Formulation of Problem

Let \((\Omega,\mathcal{F}, \mathbb{P})\) be a complete probability space, on which an m-dimensional Brownian motion W is given. Let \(\{\mathcal{F}_{t}\}_{t\geq 0}\) be the natural completed filtration of W.

We consider the following stochastic controlled system:

$$\displaystyle\begin{array}{rcl} dx(t)& =& b(x(t),u(t))dt +\sigma (x(t),u(t))dW(t), \\ & & \ \ x(0) = x_{0}, {}\end{array}$$
(1)

with the cost functional

$$\displaystyle\begin{array}{rcl} J(u(\cdot )) = \mathbb{E}\left \{\int _{0}^{T}f(x(t),u(t))dt + h(x(T))\right \}.& &{}\end{array}$$
(2)

In the above, b, σ, f, h are given functions with appropriate dimensions. (U, d) is a separable metric space.

We define

$$\displaystyle\begin{array}{rcl} \mathcal{U}& =& \{u : [0,T] \times \Omega \\ & & \ \ \rightarrow U\ \vert \ u\mbox{ is }\{\mathcal{F}_{t}\}_{t\geq 0} -\mbox{ adapted }\}.{}\end{array}$$
(3)

The optimal problem is: Minimize J(u(⋅ )) over \(\mathcal{U}\).

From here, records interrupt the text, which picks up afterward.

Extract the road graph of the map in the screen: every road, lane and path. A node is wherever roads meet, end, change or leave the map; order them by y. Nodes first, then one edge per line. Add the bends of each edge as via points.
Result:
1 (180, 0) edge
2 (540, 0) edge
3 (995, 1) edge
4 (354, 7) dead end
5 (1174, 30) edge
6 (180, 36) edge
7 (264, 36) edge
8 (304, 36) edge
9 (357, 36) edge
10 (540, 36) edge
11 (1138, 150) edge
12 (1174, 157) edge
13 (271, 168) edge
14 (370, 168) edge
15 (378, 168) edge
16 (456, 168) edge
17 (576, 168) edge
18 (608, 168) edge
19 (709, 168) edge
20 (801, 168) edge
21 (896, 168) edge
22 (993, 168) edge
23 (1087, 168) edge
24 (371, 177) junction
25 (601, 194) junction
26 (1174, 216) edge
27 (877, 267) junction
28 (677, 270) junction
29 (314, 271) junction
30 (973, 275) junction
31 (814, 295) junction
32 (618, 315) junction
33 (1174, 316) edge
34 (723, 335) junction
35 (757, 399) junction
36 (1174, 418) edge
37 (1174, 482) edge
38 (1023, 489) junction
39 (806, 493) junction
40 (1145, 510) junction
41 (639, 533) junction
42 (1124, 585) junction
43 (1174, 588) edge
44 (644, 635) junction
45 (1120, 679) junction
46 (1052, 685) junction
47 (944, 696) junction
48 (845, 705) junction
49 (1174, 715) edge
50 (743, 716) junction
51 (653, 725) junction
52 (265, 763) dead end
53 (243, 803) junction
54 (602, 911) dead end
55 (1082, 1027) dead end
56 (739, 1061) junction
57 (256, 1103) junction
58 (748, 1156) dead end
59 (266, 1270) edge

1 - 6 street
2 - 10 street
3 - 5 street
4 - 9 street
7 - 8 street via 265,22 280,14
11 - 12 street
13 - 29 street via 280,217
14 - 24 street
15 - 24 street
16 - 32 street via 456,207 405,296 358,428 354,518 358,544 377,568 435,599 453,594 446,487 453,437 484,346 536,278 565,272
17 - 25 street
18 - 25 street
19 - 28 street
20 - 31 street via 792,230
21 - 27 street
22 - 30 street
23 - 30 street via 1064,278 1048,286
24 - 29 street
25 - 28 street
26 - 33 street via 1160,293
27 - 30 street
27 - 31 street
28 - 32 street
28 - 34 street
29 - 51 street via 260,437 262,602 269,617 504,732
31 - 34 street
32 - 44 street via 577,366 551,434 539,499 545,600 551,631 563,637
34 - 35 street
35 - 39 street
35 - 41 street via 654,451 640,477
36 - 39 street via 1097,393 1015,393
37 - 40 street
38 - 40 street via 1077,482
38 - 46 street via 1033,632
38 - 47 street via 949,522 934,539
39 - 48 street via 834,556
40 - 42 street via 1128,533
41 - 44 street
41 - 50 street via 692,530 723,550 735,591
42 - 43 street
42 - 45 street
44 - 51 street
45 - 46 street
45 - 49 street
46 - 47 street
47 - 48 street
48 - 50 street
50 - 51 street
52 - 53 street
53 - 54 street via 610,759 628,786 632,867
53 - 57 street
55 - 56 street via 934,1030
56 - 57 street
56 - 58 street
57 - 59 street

Any \(\bar{u} \in \mathcal{U}\) satisfying

$$\displaystyle{ J(\bar{u}) =\inf _{u\in \mathcal{U}}J(u) }$$
(4)

is called an optimal control. The corresponding \(\bar{x}\) and \((\bar{x},\bar{u})\) is called an optimal state process/trajectory and optimal pair, respectively. In this section, we assume the following standard hypothesis:

Hypothesis 1

  1. 1.

    The functions \(b : \mathbb{R}^{n} \times U\mapsto \mathbb{R}^{n}\) , \(\sigma = (\sigma ^{1},\cdots \,,\sigma ^{m}) : \mathbb{R}^{n} \times U\mapsto \mathbb{R}^{n\times m}\) , \(f : \mathbb{R}^{n} \times U\mapsto \mathbb{R}\) and \(h : \mathbb{R}^{n}\mapsto \mathbb{R}\) are measurable functions.

  2. 2.

    For \(\varphi = b,\sigma ^{j},j = 1,\cdots \,,m,f\) , the functions \(x\mapsto \varphi (x,u)\) and \(x\mapsto h(x)\) are C 2 , denoted \(\varphi _{x}\) and \(\varphi _{xx}\) (respectively, h x and h xx ), which are also continuous functions of (x,u).

  3. 3.

    There exists a constant K > 0 such that

    $$\displaystyle{\vert \varphi _{x}\vert + \vert \varphi _{xx}\vert + \vert h_{x}\vert + \vert h_{xx}\vert \leq K,}$$

    and

    $$\displaystyle{\vert \varphi \vert + \vert h\vert \leq K(1 + \vert x\vert + \vert u\vert ).}$$

Adjoint Equations

Let us first introduce the following backward stochastic differential equations (BSDEs).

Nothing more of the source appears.